А потом появился первый номер рукописного журнала “Техника идиотов”. Название родилось в противовес популярной “Технике молодежи”. Но именно с третьей тетрадки возникла та самая “крамола”, за которую мы едва не пострадали – прямо на обложке “журнала”, в самом ее верху, красовалась надпись: “Орган ЦК КПСС”. А под названием – мелкими буквами: “Партийно-политический журнал”.
– Костя, а это еще зачем? – кивнул на обложку с крамольными надписями, за которые лет пять назад можно было мгновенно угодить в советские концлагеря, о которых еще в пятьдесят четвертом мне, десятилетнему школьнику, рассказал Федька-полицай, отсидевший одиннадцать лет.
Тогда я на всю жизнь запомнил его слова: “А ты, парень, забудь о том, что мы с тобой знаем. Лагеря эти никуда не делись. Там ничего не изменилось. И туда можно легко загреметь, даже за неосторожно сказанное слово. Так что всегда думай, с кем говоришь и о чем”. И я молчал, понимая, что этой тайной нельзя делиться ни с кем, даже с отцом, а уж тем более с такими же школьниками, как я.
Пять лет назад о тех лагерях знали лишь посвященные, впрочем, как и той осенью пятьдесят девятого года.
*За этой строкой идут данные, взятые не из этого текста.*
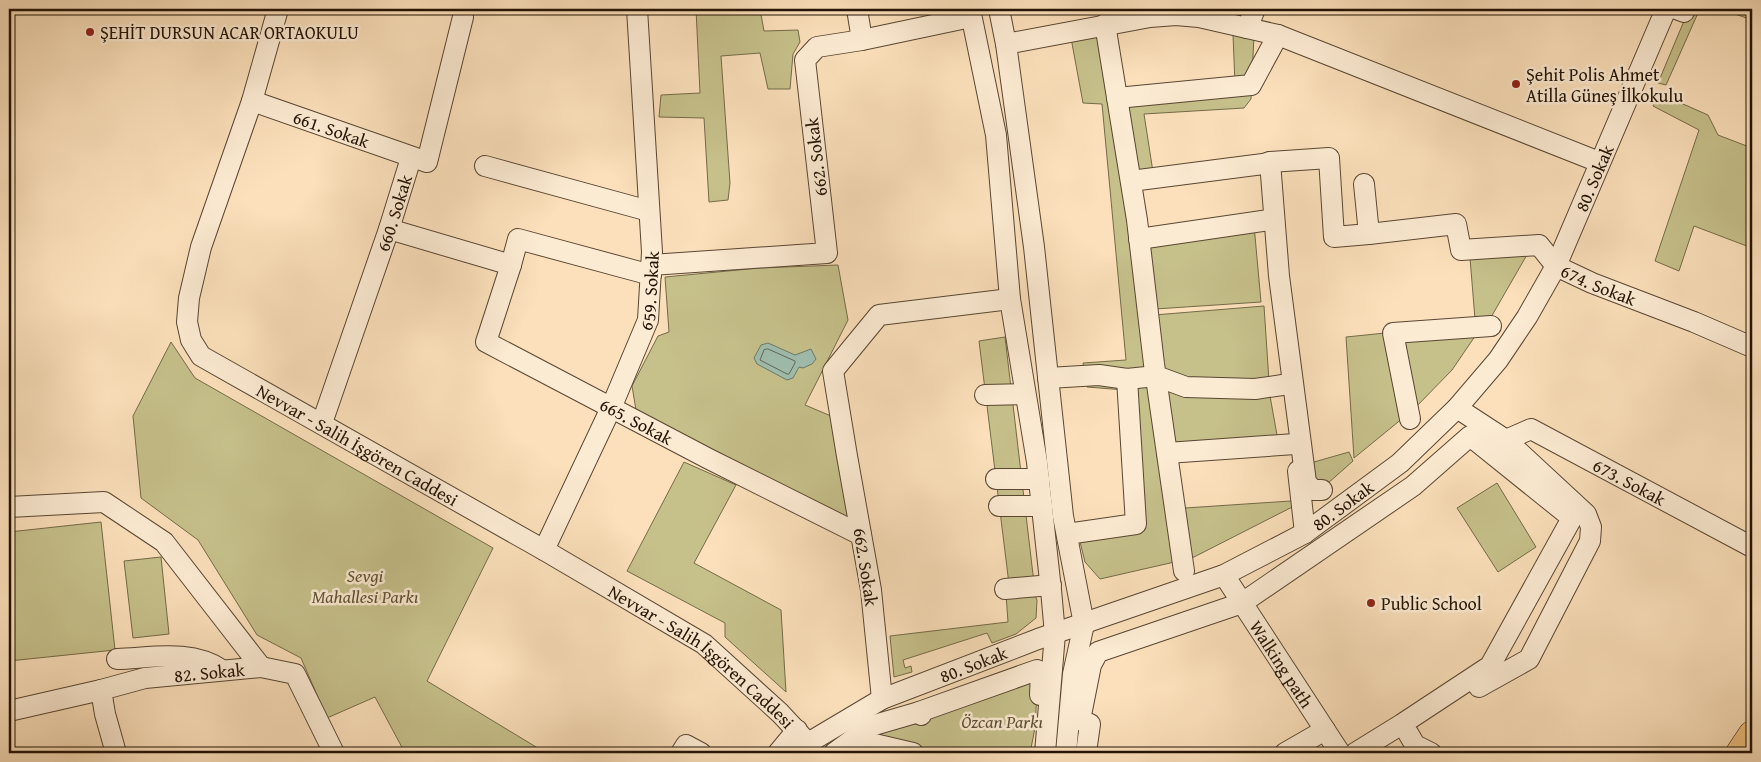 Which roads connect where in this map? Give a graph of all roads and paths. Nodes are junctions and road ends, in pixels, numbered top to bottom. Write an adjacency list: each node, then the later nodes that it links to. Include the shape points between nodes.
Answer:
1 (278, 9): 17 (street, Nevvar - Salih İşgören Caddesi)
2 (636, 9): 24 (street, 659. Sokak)
3 (857, 9): 14 (street)
4 (999, 9): 15 (street)
5 (1255, 9): 12 (street)
6 (1666, 9): 19 (street, 80. Sokak)
7 (1676, 9): 8 (street, via 1684,12)
8 (1685, 9)
9 (970, 13): 14 (street, 662. Sokak); 32 (street, via 996,135)
10 (463, 17): 18 (street, 660. Sokak, via 427,162)
11 (1105, 24): 12 (street, via 1176,15); 15 (street); 16 (street)
12 (1247, 28): 13 (street)
13 (1278, 35): 16 (street, via 1251,85); 19 (street)
14 (862, 40): 31 (street, 662. Sokak, via 817,47 805,60 827,253)
15 (1006, 44): 36 (street)
16 (1117, 98): 22 (street)
17 (252, 102): 18 (street, 661. Sokak); 44 (street, Nevvar - Salih İşgören Caddesi, via 201,247 187,322 191,340 201,356)
18 (411, 158): 26 (street, 660. Sokak)
19 (1599, 162): 30 (street, 80. Sokak)
20 (1266, 163): 22 (street); 25 (street); 27 (street, via 1329,158 1334,237); 50 (street, via 1306,482 1312,490)
21 (485, 166): 24 (street)
22 (1131, 181): 28 (street)
23 (1364, 184): 27 (street)
24 (649, 211): 31 (street, 659. Sokak)
25 (1269, 220): 28 (street); 38 (street)
26 (389, 229): 29 (street); 44 (street, 660. Sokak)
27 (1369, 234): 30 (street, 674. Sokak, via 1456,224 1461,250 1539,245)
28 (1140, 239): 35 (street)
29 (510, 265): 31 (street, via 518,239); 41 (street, 665. Sokak, via 486,342)
30 (1556, 266): 34 (street, 674. Sokak); 42 (street, 80. Sokak, via 1498,360)
31 (651, 270): 41 (street, 659. Sokak, via 648,320)
32 (1010, 299): 39 (street); 56 (street, 662. Sokak, via 879,314 833,371)
33 (1491, 326): 43 (street, via 1393,333)
34 (1752, 347)
35 (1156, 376): 37 (street); 38 (street, via 1186,387 1255,389); 47 (street)
36 (1048, 378): 37 (street, via 1099,374); 55 (street)
37 (1127, 379): 55 (street, via 1136,524)
38 (1288, 384): 46 (street)
39 (1025, 394): 40 (street); 49 (street)
40 (985, 395)
41 (611, 408): 56 (street, 665. Sokak); 58 (street, 659. Sokak)
42 (1457, 408): 45 (street); 54 (street, 80. Sokak, via 1400,463)
43 (1410, 419)
44 (322, 423): 58 (street, Nevvar - Salih İşgören Caddesi)
45 (1506, 440): 57 (street, 673. Sokak, via 1531,429); 73 (street, via 1586,514 1591,527 1590,541 1529,659 1439,709)
46 (1295, 444): 47 (street); 54 (street)
47 (1167, 453): 59 (street)
48 (996, 479): 49 (street)
49 (1039, 479): 52 (street)
50 (1322, 490)
51 (1000, 506): 52 (street)
52 (1042, 506): 61 (street)
53 (9, 507): 67 (street, via 104,502 164,542)
54 (1305, 533): 60 (street, 80. Sokak)
55 (1066, 534): 64 (street)
56 (861, 535): 70 (street, 662. Sokak, via 871,590)
57 (1752, 547)
58 (544, 550): 76 (street, Nevvar - Salih İşgören Caddesi, via 704,644 780,713)
59 (1184, 571)
60 (1224, 575): 63 (street, Walking path); 64 (street, 80. Sokak)
61 (1051, 585): 62 (street); 65 (street)
62 (1006, 589)
63 (1242, 603): 72 (street, Walking path); 87 (street, via 1098,652 1091,665 1080,720 1090,724); 90 (street, via 1412,486 1470,436 1572,518 1490,666)
64 (1084, 624): 65 (street, 80. Sokak); 86 (street, via 1073,674)
65 (1055, 634): 70 (street, 80. Sokak); 85 (street)
66 (117, 659): 68 (street, via 182,656 210,662)
67 (261, 667): 68 (street, 82. Sokak); 78 (street, 82. Sokak, via 295,674)
68 (223, 671): 69 (street, 82. Sokak, via 145,678)
69 (100, 690): 71 (street, 82. Sokak); 77 (street)
70 (882, 699): 76 (street, 80. Sokak)
71 (9, 711)
72 (1325, 730): 88 (street); 89 (street, Walking path)
73 (1408, 734): 91 (street); 92 (street, via 1415,745)
74 (1752, 735): 93 (highway)
75 (853, 739): 82 (street); 83 (street); 84 (street, via 871,726 920,714 1037,670 1041,672 1042,683)
76 (801, 742): 81 (street, 80. Sokak)
77 (116, 753)
78 (334, 753)
79 (681, 753): 80 (street, via 686,745)
80 (701, 753)
81 (778, 753)
82 (834, 753)
83 (913, 753)
84 (1033, 753)
85 (1046, 753)
86 (1066, 753)
87 (1086, 753)
88 (1285, 753)
89 (1340, 753)
90 (1355, 753)
91 (1374, 753)
92 (1431, 753)
93 (1740, 753)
– Да так, забавно, – ответил Костя, даже не догадывавшийся, что его ждет за такое “богохульство”.
– Ничего забавного, Сотник. Увидит кто из учителей, мало не покажется. Придумай что другое, – посоветовал “главному редактору”, как поименовал он себя в том журнале. Меня наш “главный” определил тоже главным, но художником, а Витьке досталось совсем скромное – “член редколлегии”.
– Не увидят, – бодро заявил главный редактор и в самом верху журнала тут же нацарапал ручкой: “Совершенно секретно”.
Похоже, я был единственным из нашей троицы, понимавшим, к каким последствиям могут привести те вроде бы невинные шалости. Но, как это внушить двум балбесам, ведь тогда придется рассказать и все остальное. Ладно, зайду с другой стороны:
– Костя, о чем же мы будем писать в партийно-политическом журнале? И кому это интересно?
– Да вот, нарисовал пару схемок вечного двигателя, и стишки написал, – насмешил Сотник.
– Вот уж действительно, техника идиотов. Ну, а с политикой как это вяжется?
– Никак! – бодро ответил он, – В том весь идиотизм и состоит, – сходу определился главный редактор.
Может он прав, посчитал я и нарисовал в журнал два проекта жилых домов будущего: в виде многоэтажной водочной бутылки с прозрачными стенами и в виде аналогичной пивной кружки. У каждого дома предусмотрел по фонтанчику, к которым стояли бесконечные очереди жильцов, потому что из всех форсунок изливалась не вода, а волшебные напитки, соответствующие замыслу архитектора.
А когда номер был заполнен наполовину, Косте пришла мысль о “политической статье-передовице”. Лучше других статья удалась мне, и мой “политический доклад” тут же поместили в номер:
“Товарищи! Сегодня мы вступили в новую формидронально-кардональную эпоху!.. (бурные аплодисменты). К этому выводу я пришел отнюдь не от фонаря, а опираясь на народную мудрость… (шум в зале). “Шила из башки не устранишь” – вот правда жизни… (аплодисменты). “Не в бровь, а в задницу” – вот направление нашего движения… (аплодисменты). “Чем дальше в лес, тем больше палок” – вот материальная база эпохи формидрона… (бурные аплодисменты, переходящие в овации. Зал дружно скандирует: “Фор-ми-дрон! Фор-ми-дрон!”)”.
Весь двойной разворот заняла картина, на которой был запечатлен славный момент провозглашения новой эпохи. В центре, разумеется, был изображен Сотник на коне и с гетманской булавой, как у Богдана Хмельницкого. Его окружало ликующее казачество с кубками и пивными кружками в руках, скандирующее “Фор-ми-дрон!”
Картину рисовали с неделю, но за весь последующий месяц ничего нового в журнале так и не появилось.
– Кризис жанра, – тяжело вздохнув, заявил главный редактор на переменке перед памятным уроком истории.